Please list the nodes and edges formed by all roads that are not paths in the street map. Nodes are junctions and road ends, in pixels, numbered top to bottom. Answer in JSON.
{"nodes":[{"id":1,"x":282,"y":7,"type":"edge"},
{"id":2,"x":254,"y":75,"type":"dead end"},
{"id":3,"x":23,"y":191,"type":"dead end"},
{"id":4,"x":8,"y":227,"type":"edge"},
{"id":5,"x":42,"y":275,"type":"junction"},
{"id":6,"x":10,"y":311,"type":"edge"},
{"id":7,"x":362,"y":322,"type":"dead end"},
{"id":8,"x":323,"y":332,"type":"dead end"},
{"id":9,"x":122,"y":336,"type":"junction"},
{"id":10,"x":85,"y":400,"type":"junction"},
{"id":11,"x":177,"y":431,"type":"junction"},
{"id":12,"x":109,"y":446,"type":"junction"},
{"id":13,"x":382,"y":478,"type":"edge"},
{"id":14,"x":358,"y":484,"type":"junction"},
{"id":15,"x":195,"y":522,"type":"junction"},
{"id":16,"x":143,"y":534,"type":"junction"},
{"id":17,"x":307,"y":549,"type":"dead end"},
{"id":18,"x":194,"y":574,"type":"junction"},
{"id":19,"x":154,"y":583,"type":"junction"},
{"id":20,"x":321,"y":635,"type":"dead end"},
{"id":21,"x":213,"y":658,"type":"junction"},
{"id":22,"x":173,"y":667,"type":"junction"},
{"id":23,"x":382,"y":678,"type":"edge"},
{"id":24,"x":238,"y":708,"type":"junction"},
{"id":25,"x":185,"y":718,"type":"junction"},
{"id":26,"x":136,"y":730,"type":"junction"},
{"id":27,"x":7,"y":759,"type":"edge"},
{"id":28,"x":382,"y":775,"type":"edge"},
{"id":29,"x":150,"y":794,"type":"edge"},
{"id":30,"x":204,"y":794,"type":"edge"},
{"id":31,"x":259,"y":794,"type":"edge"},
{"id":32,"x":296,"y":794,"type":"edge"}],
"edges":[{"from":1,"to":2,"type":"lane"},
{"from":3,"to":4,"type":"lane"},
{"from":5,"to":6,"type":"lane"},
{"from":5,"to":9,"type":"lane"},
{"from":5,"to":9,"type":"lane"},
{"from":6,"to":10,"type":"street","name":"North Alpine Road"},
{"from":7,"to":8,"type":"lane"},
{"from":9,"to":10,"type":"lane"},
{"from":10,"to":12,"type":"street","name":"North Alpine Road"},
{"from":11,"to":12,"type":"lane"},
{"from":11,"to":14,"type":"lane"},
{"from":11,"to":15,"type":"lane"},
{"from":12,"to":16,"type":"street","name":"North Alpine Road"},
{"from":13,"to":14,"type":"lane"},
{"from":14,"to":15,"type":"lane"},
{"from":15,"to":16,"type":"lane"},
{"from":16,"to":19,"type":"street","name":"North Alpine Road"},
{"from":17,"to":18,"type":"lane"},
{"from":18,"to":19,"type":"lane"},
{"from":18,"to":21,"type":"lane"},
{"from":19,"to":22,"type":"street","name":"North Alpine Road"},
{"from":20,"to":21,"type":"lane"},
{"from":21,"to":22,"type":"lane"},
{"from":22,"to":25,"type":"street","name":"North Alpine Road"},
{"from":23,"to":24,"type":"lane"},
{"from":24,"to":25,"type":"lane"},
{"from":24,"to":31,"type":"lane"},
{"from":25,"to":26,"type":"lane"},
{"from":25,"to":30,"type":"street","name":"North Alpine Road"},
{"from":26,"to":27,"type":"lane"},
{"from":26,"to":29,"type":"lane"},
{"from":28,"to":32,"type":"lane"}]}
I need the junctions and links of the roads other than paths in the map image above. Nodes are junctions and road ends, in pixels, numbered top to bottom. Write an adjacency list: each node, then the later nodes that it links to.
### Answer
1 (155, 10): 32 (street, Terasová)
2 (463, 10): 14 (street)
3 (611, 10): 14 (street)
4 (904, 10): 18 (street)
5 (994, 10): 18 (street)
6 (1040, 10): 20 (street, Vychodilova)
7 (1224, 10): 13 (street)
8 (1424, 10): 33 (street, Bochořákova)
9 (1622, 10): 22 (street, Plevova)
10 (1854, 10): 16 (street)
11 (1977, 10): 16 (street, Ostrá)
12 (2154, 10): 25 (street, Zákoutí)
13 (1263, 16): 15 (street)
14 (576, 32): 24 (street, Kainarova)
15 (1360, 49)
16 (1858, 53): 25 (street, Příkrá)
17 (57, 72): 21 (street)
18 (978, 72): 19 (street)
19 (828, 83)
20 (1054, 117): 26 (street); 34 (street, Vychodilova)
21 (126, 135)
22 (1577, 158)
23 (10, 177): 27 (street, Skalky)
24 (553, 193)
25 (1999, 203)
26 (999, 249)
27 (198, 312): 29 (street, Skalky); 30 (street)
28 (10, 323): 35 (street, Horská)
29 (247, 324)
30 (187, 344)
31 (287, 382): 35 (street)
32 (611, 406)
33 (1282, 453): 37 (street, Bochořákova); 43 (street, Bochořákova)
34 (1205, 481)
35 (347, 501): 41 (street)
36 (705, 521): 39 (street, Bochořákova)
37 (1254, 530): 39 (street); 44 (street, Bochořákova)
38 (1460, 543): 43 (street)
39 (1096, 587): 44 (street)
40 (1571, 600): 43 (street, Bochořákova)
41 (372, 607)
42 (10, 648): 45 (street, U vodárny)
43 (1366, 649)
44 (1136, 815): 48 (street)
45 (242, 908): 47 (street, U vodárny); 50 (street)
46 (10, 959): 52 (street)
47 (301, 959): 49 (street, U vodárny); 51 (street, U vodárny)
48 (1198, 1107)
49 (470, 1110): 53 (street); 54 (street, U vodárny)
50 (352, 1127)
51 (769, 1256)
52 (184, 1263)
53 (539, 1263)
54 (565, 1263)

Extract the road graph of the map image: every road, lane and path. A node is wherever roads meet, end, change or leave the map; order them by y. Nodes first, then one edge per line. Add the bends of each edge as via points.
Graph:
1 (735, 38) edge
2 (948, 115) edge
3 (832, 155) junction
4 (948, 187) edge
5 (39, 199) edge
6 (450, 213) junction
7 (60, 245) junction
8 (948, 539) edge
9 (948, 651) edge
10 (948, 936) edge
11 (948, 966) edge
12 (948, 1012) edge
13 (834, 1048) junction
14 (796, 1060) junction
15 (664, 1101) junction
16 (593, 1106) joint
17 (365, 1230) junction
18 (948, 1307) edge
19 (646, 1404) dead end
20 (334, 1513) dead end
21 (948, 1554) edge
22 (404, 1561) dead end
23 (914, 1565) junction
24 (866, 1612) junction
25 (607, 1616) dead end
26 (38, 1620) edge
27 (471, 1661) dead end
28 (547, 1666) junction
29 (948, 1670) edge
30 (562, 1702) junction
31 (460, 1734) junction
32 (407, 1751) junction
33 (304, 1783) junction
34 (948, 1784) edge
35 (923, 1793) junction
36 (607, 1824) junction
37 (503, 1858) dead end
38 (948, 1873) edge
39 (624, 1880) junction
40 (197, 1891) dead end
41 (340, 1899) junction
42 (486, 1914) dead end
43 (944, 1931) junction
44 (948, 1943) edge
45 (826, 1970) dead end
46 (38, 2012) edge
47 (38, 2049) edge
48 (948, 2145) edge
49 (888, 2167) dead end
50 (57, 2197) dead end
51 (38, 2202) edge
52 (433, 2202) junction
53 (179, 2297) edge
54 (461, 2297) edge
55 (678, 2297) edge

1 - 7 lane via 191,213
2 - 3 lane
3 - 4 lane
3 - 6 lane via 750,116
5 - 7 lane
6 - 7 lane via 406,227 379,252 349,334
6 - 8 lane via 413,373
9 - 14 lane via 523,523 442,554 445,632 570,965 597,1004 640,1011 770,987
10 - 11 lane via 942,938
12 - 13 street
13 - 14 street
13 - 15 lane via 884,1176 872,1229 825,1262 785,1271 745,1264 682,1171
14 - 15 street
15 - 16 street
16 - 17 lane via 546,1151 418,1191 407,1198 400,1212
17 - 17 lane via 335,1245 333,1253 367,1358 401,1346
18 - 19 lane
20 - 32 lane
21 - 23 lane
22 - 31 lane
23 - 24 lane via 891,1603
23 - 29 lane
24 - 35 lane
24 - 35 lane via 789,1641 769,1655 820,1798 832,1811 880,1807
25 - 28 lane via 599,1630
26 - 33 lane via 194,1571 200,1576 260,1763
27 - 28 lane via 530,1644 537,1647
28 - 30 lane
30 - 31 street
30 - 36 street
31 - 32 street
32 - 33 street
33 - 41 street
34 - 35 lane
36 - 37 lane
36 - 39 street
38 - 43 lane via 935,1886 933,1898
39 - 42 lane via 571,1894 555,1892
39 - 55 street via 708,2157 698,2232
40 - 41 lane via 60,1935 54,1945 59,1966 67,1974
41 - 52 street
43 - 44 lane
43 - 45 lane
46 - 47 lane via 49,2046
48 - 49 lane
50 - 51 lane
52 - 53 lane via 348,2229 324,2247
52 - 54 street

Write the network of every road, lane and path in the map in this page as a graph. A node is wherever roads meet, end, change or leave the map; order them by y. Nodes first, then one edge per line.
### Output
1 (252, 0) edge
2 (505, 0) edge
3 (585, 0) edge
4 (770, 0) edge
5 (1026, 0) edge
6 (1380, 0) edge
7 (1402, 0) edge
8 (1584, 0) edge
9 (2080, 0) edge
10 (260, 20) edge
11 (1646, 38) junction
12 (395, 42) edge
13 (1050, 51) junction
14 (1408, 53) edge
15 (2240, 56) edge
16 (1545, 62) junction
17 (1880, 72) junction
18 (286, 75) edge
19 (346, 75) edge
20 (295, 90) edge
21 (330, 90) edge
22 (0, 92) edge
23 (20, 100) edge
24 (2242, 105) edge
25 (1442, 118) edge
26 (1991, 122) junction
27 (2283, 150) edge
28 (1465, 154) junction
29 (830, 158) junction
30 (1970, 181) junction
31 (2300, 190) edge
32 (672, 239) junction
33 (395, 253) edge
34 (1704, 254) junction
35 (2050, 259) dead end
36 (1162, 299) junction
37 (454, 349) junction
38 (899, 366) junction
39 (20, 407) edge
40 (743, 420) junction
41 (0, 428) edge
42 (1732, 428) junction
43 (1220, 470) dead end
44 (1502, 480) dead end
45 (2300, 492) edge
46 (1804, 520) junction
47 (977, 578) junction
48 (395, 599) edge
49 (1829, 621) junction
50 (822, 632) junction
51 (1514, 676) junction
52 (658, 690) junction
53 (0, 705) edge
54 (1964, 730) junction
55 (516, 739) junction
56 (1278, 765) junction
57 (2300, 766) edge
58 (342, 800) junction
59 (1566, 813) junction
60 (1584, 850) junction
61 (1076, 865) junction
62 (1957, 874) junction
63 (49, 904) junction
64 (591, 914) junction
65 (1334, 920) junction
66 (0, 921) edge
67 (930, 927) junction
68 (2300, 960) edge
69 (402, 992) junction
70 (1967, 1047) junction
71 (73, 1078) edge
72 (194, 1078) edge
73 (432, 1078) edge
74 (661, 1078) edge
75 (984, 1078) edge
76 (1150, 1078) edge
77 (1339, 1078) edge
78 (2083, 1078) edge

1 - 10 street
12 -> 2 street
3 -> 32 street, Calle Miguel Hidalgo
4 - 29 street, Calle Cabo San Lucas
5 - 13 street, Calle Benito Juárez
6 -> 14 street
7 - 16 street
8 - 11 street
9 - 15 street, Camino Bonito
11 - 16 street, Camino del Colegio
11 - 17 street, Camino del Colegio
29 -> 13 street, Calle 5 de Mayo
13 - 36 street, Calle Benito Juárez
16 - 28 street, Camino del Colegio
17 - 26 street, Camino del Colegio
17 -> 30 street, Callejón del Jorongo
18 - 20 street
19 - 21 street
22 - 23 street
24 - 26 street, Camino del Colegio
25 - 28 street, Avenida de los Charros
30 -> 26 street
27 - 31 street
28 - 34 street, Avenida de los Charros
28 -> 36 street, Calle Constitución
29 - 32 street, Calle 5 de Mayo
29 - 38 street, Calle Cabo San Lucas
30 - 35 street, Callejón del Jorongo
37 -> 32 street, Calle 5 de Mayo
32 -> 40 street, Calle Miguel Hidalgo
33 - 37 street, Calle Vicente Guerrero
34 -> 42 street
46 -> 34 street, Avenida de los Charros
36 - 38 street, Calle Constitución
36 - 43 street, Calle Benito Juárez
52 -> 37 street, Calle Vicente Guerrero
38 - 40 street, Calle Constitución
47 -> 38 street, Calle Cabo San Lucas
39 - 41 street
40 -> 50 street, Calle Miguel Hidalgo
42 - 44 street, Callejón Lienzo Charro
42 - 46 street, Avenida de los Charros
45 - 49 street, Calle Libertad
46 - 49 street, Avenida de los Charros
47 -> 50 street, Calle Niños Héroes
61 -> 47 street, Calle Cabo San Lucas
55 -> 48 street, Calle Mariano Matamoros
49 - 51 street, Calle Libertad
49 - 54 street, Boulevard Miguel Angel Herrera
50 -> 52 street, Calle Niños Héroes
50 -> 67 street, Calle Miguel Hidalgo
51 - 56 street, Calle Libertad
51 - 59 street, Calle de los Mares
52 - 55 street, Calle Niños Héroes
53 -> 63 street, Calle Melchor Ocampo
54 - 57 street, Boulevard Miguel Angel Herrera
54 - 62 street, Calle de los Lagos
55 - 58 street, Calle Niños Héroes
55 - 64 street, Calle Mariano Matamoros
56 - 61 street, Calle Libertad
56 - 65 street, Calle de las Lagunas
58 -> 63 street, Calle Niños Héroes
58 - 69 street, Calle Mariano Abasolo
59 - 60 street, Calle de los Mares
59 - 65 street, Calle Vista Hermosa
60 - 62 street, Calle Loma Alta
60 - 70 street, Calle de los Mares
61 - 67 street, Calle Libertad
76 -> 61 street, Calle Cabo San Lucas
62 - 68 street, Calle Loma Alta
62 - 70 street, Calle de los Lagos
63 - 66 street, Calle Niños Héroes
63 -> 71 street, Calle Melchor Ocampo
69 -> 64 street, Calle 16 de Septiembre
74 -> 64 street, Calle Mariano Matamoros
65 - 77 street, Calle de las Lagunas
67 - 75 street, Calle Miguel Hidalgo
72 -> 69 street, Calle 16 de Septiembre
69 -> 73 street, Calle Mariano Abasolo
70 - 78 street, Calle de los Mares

WHAT YOU SHOULD DO ▸
Only a number is wanted here: how many lines of the material contain the string "Miguel".

WORKED SOLUTION ▸
7